Rumahku
berada dekat rumah kosong yang ditinggal pemiliknya. Letak rumah kosong itu
agak terpisah dari rumahku. Di depan rumah itu, halaman yang cukup luas terdapat
sebuah sumur dan pohon beringin yang besar. Hanya lampu jalan yang menerangi
rumah itu. Bila malam tiba, mulai tampak menyeramkan. Karena tak berpenghuni,
sekeliling rumah nampak kotor dan kumuh.
Pada suatu hari, di malam Minggu,
aku pulang dari rumah temanku, Vita. Di rumah Vita, kita bercerita tentang penunggu rumah kosong dekat rumahku itu. Vita bilang
kalau dulu pemilik rumah meninggal karena gantung diri,
“Hati-hati
loh, rumah kosong dekat rumahmu itu ada hantunya” kata Vita.
Tapi
aku membantah, “Ah enggak mungkinlah!”
“Pemiliknya
meninggal karena gantung diri dan arwahnya masih disitu Sil. Awas lo yaa,
pulang sendirian!” kata Vita.
“Kamu
nakut-nakutin aku yaa? Akukan berani, mana mungkin hantu menakutiku. Mungkin
hantunya sendiri malah takut ke aku!” kataku.

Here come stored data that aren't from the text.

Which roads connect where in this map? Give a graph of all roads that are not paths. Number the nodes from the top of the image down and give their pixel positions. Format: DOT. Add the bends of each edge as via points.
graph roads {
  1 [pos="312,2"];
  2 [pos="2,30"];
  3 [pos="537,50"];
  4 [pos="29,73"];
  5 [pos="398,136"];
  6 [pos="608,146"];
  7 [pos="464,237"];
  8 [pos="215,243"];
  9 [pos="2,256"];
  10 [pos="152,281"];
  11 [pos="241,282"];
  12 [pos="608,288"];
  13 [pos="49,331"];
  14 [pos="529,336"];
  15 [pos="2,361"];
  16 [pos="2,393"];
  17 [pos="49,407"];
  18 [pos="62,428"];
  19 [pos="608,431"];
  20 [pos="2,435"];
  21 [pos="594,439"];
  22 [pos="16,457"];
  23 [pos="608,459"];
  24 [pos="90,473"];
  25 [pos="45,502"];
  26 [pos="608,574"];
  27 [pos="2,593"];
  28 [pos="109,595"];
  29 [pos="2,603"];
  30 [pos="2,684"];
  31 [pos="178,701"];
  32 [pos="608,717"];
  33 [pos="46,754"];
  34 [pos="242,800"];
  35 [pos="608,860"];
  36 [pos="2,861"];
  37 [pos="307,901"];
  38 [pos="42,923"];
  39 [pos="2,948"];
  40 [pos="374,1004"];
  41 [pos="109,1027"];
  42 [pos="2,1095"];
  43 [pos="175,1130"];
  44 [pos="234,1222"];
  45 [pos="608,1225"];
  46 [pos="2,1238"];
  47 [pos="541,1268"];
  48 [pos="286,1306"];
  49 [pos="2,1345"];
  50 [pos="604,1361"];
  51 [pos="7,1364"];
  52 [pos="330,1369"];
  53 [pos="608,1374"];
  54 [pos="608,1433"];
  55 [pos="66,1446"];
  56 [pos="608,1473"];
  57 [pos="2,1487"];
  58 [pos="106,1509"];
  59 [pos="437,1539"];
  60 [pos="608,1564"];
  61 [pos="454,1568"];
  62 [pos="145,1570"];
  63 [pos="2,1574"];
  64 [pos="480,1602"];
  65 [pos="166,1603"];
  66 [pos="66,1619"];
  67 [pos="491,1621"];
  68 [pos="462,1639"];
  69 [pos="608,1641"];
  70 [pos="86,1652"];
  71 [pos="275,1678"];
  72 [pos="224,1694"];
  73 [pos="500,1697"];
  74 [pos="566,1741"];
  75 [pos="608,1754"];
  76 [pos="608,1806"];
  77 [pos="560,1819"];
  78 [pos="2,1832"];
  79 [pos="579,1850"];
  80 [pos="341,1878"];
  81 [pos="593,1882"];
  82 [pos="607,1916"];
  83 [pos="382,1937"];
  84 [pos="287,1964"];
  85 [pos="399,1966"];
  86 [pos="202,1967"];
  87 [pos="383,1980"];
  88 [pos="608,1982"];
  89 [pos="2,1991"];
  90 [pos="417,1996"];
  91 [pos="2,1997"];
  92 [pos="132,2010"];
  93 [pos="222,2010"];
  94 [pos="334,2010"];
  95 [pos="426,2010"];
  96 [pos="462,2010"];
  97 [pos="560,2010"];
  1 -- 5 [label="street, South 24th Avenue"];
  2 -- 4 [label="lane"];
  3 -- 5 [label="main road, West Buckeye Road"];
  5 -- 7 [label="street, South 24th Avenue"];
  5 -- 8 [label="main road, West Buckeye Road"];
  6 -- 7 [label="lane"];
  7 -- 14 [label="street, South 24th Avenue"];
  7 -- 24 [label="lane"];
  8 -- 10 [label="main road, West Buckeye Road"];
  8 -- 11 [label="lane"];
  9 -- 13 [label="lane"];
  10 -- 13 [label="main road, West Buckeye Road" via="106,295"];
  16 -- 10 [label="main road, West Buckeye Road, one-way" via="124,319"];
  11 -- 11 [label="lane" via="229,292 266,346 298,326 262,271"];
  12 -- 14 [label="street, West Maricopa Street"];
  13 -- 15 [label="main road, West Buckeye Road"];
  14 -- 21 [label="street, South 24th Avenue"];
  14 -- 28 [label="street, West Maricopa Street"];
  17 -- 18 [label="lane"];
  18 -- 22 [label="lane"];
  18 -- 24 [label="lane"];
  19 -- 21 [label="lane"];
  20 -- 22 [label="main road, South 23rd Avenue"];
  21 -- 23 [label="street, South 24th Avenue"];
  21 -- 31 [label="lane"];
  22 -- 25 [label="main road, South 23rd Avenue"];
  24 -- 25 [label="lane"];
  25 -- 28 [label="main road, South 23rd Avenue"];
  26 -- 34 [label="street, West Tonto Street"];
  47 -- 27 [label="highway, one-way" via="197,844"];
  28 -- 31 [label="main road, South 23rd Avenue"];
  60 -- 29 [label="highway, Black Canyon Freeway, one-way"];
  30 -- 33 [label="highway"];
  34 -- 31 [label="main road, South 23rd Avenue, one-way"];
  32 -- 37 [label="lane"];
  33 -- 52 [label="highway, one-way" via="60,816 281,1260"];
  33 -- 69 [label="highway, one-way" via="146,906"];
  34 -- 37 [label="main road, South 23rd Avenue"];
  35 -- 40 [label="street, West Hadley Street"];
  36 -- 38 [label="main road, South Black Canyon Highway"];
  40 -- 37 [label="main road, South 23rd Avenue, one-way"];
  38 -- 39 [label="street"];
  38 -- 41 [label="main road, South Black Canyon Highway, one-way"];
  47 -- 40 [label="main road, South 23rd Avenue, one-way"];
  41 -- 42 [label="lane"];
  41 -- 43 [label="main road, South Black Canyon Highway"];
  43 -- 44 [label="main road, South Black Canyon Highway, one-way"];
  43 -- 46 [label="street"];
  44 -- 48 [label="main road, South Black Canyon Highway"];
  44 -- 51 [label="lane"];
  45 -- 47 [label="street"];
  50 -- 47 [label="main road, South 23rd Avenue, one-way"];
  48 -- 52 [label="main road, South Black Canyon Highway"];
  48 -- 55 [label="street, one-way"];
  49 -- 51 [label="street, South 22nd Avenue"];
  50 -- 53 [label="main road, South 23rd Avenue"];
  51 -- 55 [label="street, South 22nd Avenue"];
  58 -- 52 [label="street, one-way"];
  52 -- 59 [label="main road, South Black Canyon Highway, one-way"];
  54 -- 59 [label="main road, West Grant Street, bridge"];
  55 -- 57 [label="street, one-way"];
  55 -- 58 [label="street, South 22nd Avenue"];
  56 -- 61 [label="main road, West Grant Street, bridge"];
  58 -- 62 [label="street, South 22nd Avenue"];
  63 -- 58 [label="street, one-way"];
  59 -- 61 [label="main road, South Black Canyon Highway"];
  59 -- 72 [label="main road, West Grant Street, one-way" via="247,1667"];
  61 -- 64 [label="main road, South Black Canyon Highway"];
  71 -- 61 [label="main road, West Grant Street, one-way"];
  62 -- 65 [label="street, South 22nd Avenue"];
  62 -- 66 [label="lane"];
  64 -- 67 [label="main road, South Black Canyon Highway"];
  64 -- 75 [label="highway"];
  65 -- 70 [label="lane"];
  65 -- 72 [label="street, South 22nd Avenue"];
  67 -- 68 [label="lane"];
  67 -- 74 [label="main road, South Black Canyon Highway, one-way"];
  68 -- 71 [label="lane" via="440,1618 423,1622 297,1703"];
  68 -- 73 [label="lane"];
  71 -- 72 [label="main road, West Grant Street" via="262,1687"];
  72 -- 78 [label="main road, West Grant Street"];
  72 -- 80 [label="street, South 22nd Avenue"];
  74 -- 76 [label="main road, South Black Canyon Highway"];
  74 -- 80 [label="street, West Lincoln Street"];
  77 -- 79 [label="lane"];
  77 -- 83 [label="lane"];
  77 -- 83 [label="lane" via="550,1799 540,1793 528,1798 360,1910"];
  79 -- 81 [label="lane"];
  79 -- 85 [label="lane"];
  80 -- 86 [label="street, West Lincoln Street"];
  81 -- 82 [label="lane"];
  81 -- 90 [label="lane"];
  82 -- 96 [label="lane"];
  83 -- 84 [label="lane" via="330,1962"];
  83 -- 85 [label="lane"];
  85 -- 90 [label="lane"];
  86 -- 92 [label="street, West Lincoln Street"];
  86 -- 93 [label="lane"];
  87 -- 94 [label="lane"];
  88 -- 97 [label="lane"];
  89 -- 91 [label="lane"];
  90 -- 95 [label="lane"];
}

Waktu menunjuk pukul 21.00. Akupun akhirnya
memutuskan untuk pulang dan berjalan sendirian.
Malam itu udaranya cerah, tapi angin
bertiup kencang dan dinginnya terasa menusuk tulang. Dari kejauhan sudah
terdengar suara berkerotak dari dahan yang saling bergesekan.
Ketika melewati rumah kosong itu,
bulu kuduk mulai berdiri. Aku jadi berkeringat padahal udara saat itu dingin.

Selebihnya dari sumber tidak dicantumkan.